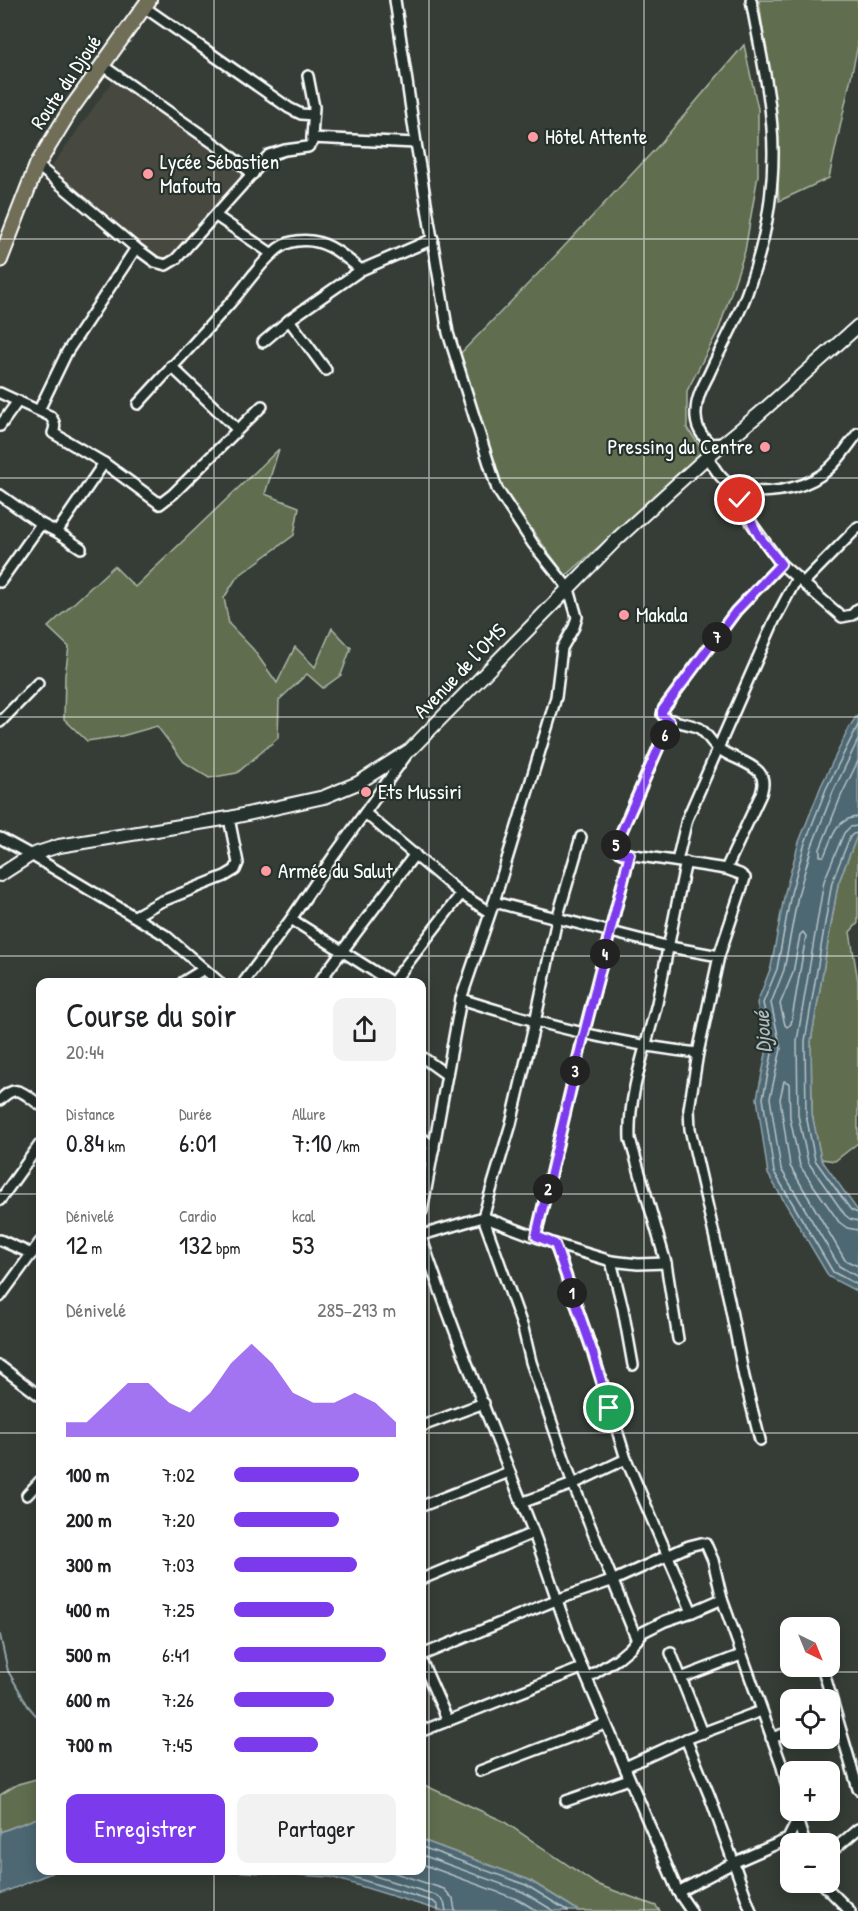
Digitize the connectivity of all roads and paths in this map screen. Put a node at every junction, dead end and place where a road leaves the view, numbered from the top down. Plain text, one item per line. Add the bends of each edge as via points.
1 (394, 0) edge
2 (752, 0) edge
3 (147, 3) edge
4 (103, 66) junction
5 (308, 76) dead end
6 (313, 116) junction
7 (312, 138) junction
8 (416, 143) junction
9 (37, 165) junction
10 (253, 174) junction
11 (216, 216) junction
12 (433, 239) junction
13 (136, 248) junction
14 (272, 254) junction
15 (0, 260) edge
16 (361, 270) junction
17 (289, 320) junction
18 (858, 326) edge
19 (263, 342) dead end
20 (171, 366) junction
21 (326, 370) dead end
22 (0, 393) edge
23 (18, 401) junction
24 (138, 404) dead end
25 (262, 406) dead end
26 (39, 410) junction
27 (0, 426) edge
28 (237, 429) junction
29 (858, 433) edge
30 (725, 443) junction
31 (708, 456) junction
32 (104, 463) junction
33 (735, 487) junction
34 (0, 495) edge
35 (41, 524) junction
36 (858, 527) edge
37 (57, 532) junction
38 (81, 548) dead end
39 (781, 564) junction
40 (800, 581) junction
41 (0, 582) edge
42 (569, 589) junction
43 (858, 609) edge
44 (39, 683) dead end
45 (0, 722) edge
46 (670, 722) junction
47 (719, 749) junction
48 (410, 750) junction
49 (365, 813) junction
50 (229, 818) junction
51 (581, 837) dead end
52 (0, 838) edge
53 (415, 854) junction
54 (630, 854) junction
55 (31, 855) junction
56 (682, 862) junction
57 (726, 869) junction
58 (0, 875) edge
59 (461, 894) junction
60 (494, 902) junction
61 (489, 912) junction
62 (135, 916) junction
63 (291, 919) junction
64 (557, 919) junction
65 (610, 932) junction
66 (669, 947) junction
67 (342, 951) junction
68 (719, 956) junction
69 (204, 969) junction
70 (189, 978) edge
71 (214, 978) edge
72 (247, 978) edge
73 (322, 978) edge
74 (386, 978) edge
75 (395, 978) edge
76 (461, 999) junction
77 (535, 1022) junction
78 (584, 1034) junction
79 (646, 1046) junction
80 (698, 1053) junction
81 (426, 1060) edge
82 (447, 1076) junction
83 (0, 1100) edge
84 (36, 1102) edge
85 (426, 1141) edge
86 (434, 1148) junction
87 (36, 1150) edge
88 (426, 1156) edge
89 (426, 1190) edge
90 (0, 1200) edge
91 (483, 1217) junction
92 (426, 1236) edge
93 (536, 1236) junction
94 (0, 1240) edge
95 (555, 1244) junction
96 (36, 1248) edge
97 (426, 1249) edge
98 (32, 1254) junction
99 (611, 1261) junction
100 (666, 1263) junction
101 (0, 1297) edge
102 (678, 1339) dead end
103 (633, 1365) dead end
104 (3, 1368) edge
105 (0, 1380) edge
106 (36, 1393) edge
107 (484, 1403) junction
108 (426, 1425) edge
109 (760, 1440) dead end
110 (626, 1459) junction
111 (509, 1472) junction
112 (573, 1484) junction
113 (36, 1485) edge
114 (27, 1495) dead end
115 (521, 1503) junction
116 (426, 1504) edge
117 (533, 1533) junction
118 (669, 1557) junction
119 (426, 1577) edge
120 (614, 1580) junction
121 (722, 1599) junction
122 (556, 1600) junction
123 (692, 1612) junction
124 (637, 1640) junction
125 (426, 1653) edge
126 (671, 1653) dead end
127 (741, 1655) junction
128 (582, 1668) junction
129 (426, 1671) edge
130 (587, 1678) junction
131 (681, 1678) junction
132 (761, 1712) junction
133 (448, 1721) junction
134 (605, 1724) junction
135 (426, 1729) edge
136 (703, 1732) junction
137 (780, 1735) edge
138 (771, 1738) junction
139 (686, 1739) junction
140 (840, 1739) edge
141 (780, 1761) edge
142 (625, 1767) junction
143 (480, 1771) dead end
144 (629, 1779) junction
145 (858, 1790) edge
146 (566, 1801) dead end
147 (796, 1821) joint
148 (858, 1829) edge
149 (791, 1833) edge
150 (800, 1833) edge
151 (780, 1842) edge
152 (840, 1844) edge
153 (733, 1863) junction
154 (678, 1892) junction
155 (832, 1893) edge
156 (691, 1911) edge
157 (751, 1911) edge
158 (850, 1911) edge

1 - 8 street
2 - 30 street via 772,129 767,215 749,288 697,400 696,412 701,435 710,444
3 - 4 main road, Route du Djoué
3 - 6 street via 289,108
4 - 9 main road, Route du Djoué
4 - 10 street
5 - 6 street
6 - 7 street
7 - 8 street
7 - 10 street via 308,147 269,155
8 - 12 street
9 - 13 street
9 - 15 main road, Route du Djoué
10 - 11 street
11 - 13 street via 171,263 161,264
11 - 14 street
12 - 16 street
12 - 42 street via 448,333 497,489
13 - 26 street via 67,352
14 - 16 street via 295,241 312,240 326,243
14 - 20 street
16 - 17 street
17 - 19 street
17 - 21 street
18 - 30 street, Avenue de l'OMS
20 - 24 street
20 - 28 street
22 - 23 street
23 - 26 street
23 - 27 street
25 - 28 street
26 - 32 street via 55,422 53,433
28 - 32 street via 160,504
29 - 33 street via 823,474 807,483 790,489
30 - 31 street, Avenue de l'OMS
31 - 33 street via 720,476
31 - 42 street, Avenue de l'OMS
32 - 37 street
33 - 39 street via 756,530
34 - 35 street
35 - 37 street
35 - 41 street
36 - 40 street
37 - 38 street
39 - 40 street
39 - 46 street via 736,611 664,708 662,715
40 - 43 street via 842,617
40 - 47 street via 774,621
42 - 48 street, Avenue de l'OMS
42 - 60 street via 577,617 562,648 556,697
44 - 45 street
46 - 47 street via 697,727
46 - 54 street via 617,842 619,851
47 - 56 street via 687,819
47 - 57 street via 753,767 763,778 761,794
48 - 49 street
48 - 50 street, Avenue de l'OMS via 358,783 324,797
49 - 53 street
49 - 63 street
50 - 55 street, Avenue de l'OMS via 59,846
50 - 62 street via 238,863 235,870
51 - 64 street
52 - 55 street
53 - 59 street
53 - 67 street
54 - 56 street
54 - 65 street
55 - 58 street, Avenue de l'OMS
55 - 62 street
56 - 57 street
56 - 66 street
57 - 68 street via 740,874 744,883
59 - 61 street
59 - 75 street
60 - 61 street
60 - 64 street
61 - 76 street
62 - 69 street via 165,935
63 - 67 street
63 - 72 street
64 - 65 street
64 - 77 street
65 - 66 street
65 - 78 street
66 - 68 street
66 - 79 street
67 - 73 street
67 - 74 street
68 - 80 street
69 - 70 street
69 - 71 street
76 - 77 street
76 - 82 street
77 - 78 street
77 - 91 street via 511,1124
78 - 79 street
78 - 93 street
79 - 80 street
79 - 100 street via 629,1119 630,1139
80 - 109 street via 689,1109 690,1129
81 - 82 street
82 - 86 street
83 - 84 street via 10,1090 18,1090
85 - 86 street
86 - 88 street
86 - 89 street
87 - 90 street
91 - 92 street
91 - 93 street
91 - 112 street
93 - 95 street
94 - 98 street
95 - 99 street
95 - 110 street
96 - 98 street
97 - 107 street
98 - 101 street
99 - 100 street
99 - 103 street
100 - 102 street
104 - 105 street
104 - 106 street
107 - 108 street
107 - 111 street
110 - 112 street
110 - 118 street
111 - 115 street
111 - 116 street
112 - 115 street
112 - 120 street
113 - 114 street
115 - 117 street
117 - 119 street
117 - 122 street
118 - 120 street
118 - 121 street via 696,1544 706,1544
118 - 123 street
120 - 122 street
120 - 124 street
121 - 123 street
121 - 127 street
122 - 125 street
122 - 128 street
123 - 124 street via 643,1632
124 - 130 street via 617,1659
126 - 131 street
127 - 131 street
127 - 132 street
128 - 130 street
128 - 133 street
129 - 133 street
130 - 134 street
131 - 136 street
132 - 136 street
132 - 138 street
133 - 135 street
134 - 142 street
134 - 143 street
136 - 139 street
137 - 138 street
138 - 141 street
139 - 142 street
139 - 153 street
140 - 145 street
142 - 144 street
144 - 146 street
144 - 154 street
147 - 149 street
147 - 150 street
148 - 152 street
151 - 153 street
153 - 154 street
153 - 157 street
154 - 156 street
155 - 158 street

····················

▶ _Requirement_
Would you please return every line in the listing where "road" shows up?

▶ _Your solution_
Digitize the connectivity of all roads and paths in this map screen. Put a node at every junction, dead end and place where a road leaves the view, numbered from the top down. Plain text, one item per line. Add the bends of each edge as via points.
3 - 4 main road, Route du Djoué
4 - 9 main road, Route du Djoué
9 - 15 main road, Route du Djoué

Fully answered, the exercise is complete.